═════ Provided entries ═════
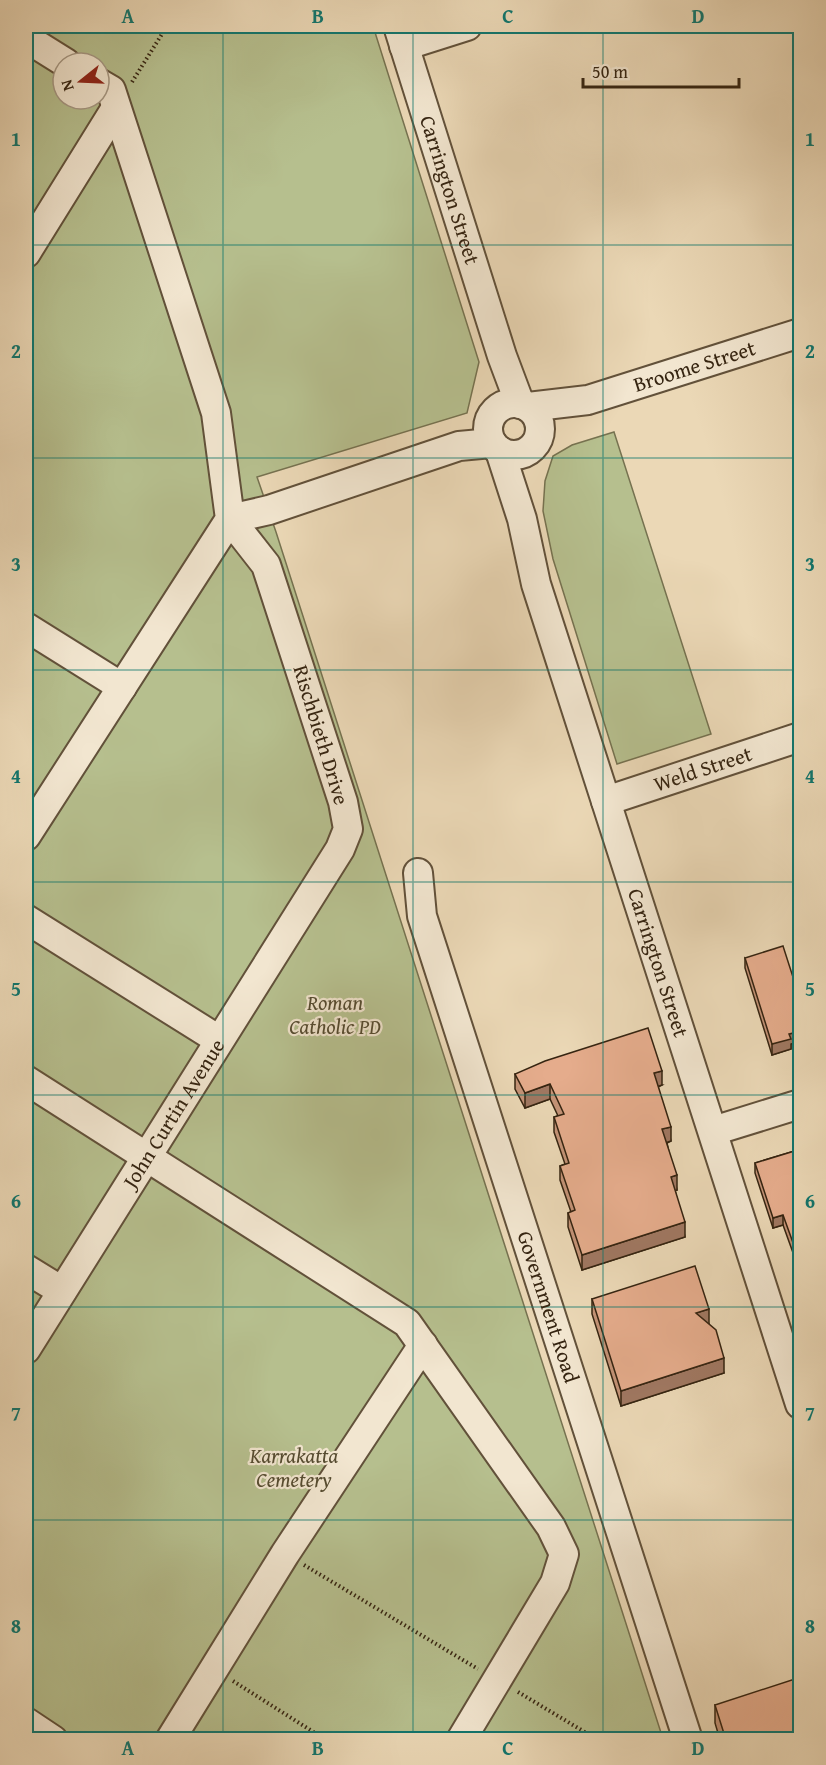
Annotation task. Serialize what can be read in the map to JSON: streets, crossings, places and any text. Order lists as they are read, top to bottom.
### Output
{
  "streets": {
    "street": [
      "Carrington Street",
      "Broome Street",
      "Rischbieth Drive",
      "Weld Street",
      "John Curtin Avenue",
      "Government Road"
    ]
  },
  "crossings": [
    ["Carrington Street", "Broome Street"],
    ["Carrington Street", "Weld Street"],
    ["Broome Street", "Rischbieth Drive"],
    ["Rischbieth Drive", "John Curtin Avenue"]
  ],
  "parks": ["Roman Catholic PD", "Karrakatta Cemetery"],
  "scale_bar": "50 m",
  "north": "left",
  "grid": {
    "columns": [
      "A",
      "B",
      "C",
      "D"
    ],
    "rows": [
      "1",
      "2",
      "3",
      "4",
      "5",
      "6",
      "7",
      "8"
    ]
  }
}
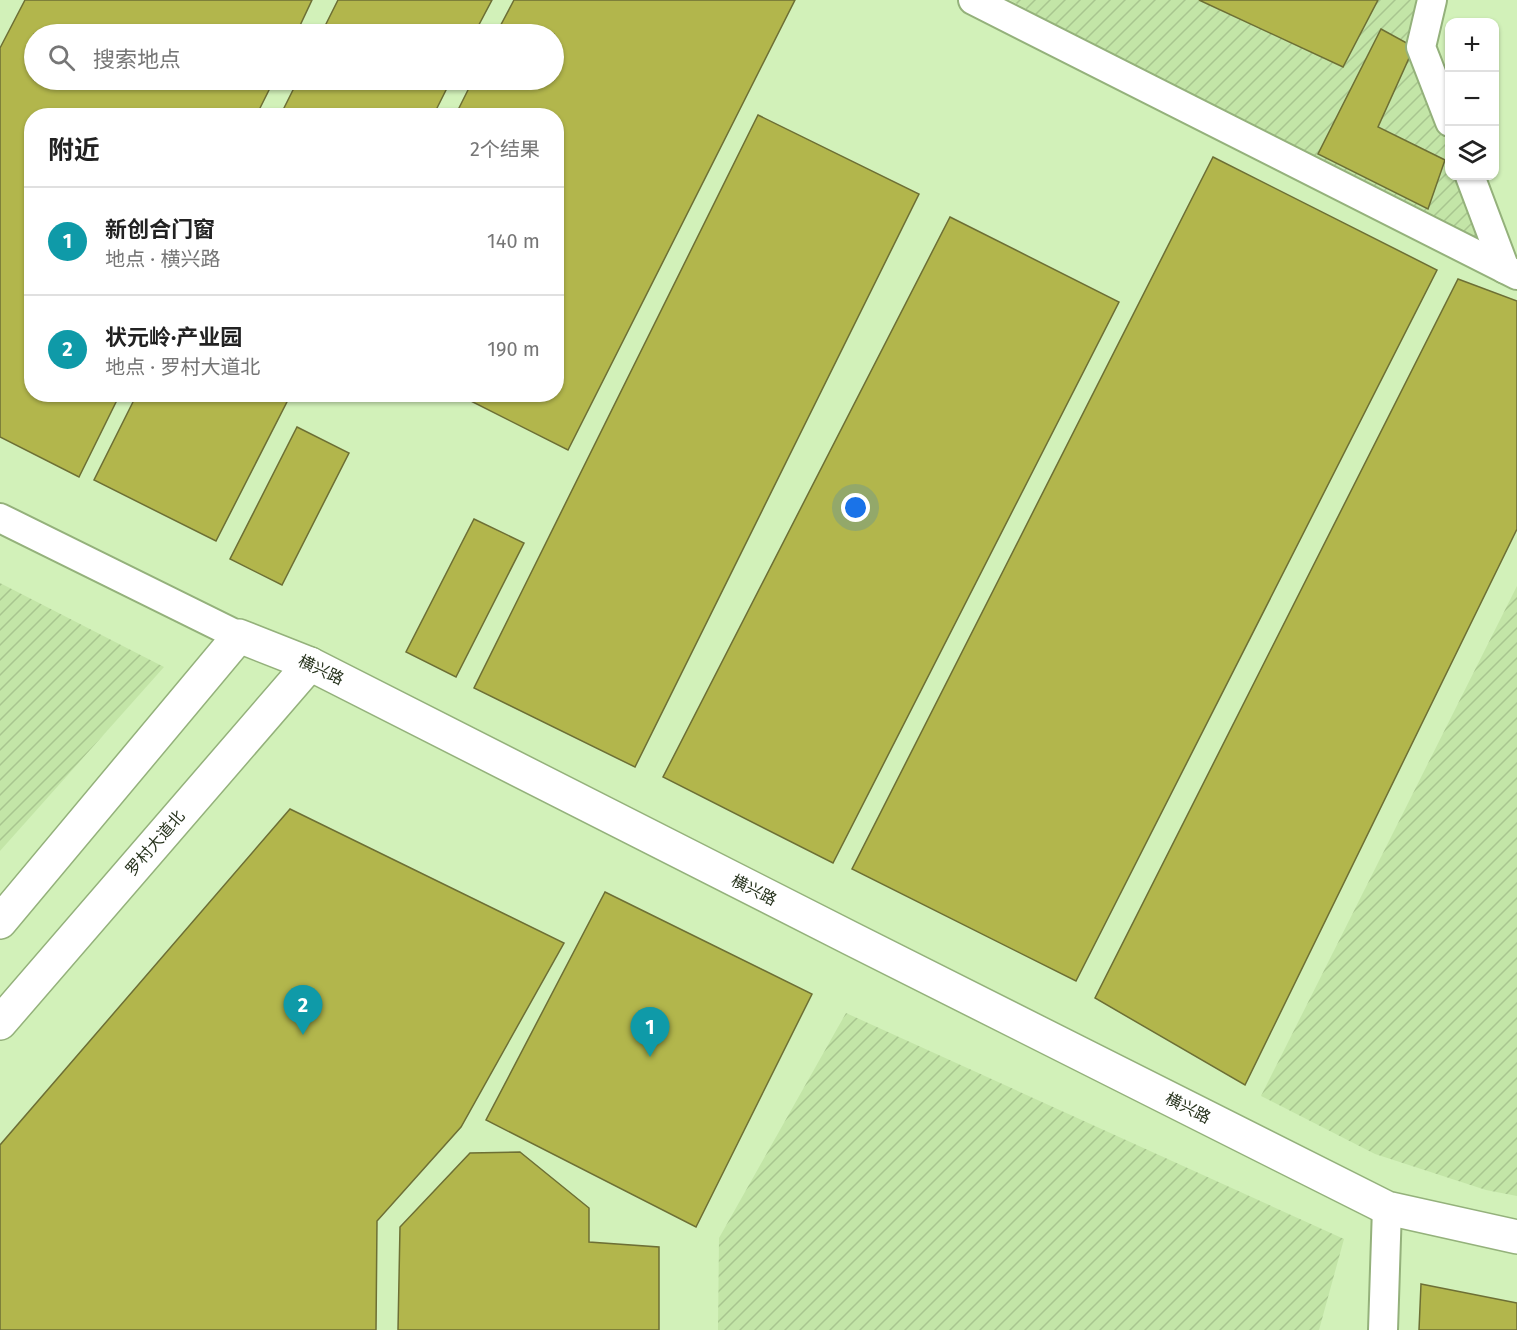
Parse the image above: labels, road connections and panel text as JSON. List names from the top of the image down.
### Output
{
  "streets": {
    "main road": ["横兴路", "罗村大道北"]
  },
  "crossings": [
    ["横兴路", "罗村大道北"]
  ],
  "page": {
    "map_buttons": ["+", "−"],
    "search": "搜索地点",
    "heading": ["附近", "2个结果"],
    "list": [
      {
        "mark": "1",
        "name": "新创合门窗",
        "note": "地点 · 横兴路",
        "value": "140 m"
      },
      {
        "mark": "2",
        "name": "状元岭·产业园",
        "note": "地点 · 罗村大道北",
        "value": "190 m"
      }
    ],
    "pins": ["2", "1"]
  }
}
═════
• [Task item] Scan the material above for "text". Copy every line where it appears.

• [Task solution]
Annotation task. Serialize what can be read in the map to JSON: streets, crossings, places and any text. Order lists as they are read, top to bottom.
Parse the image above: labels, road connections and panel text as JSON. List names from the top of the image down.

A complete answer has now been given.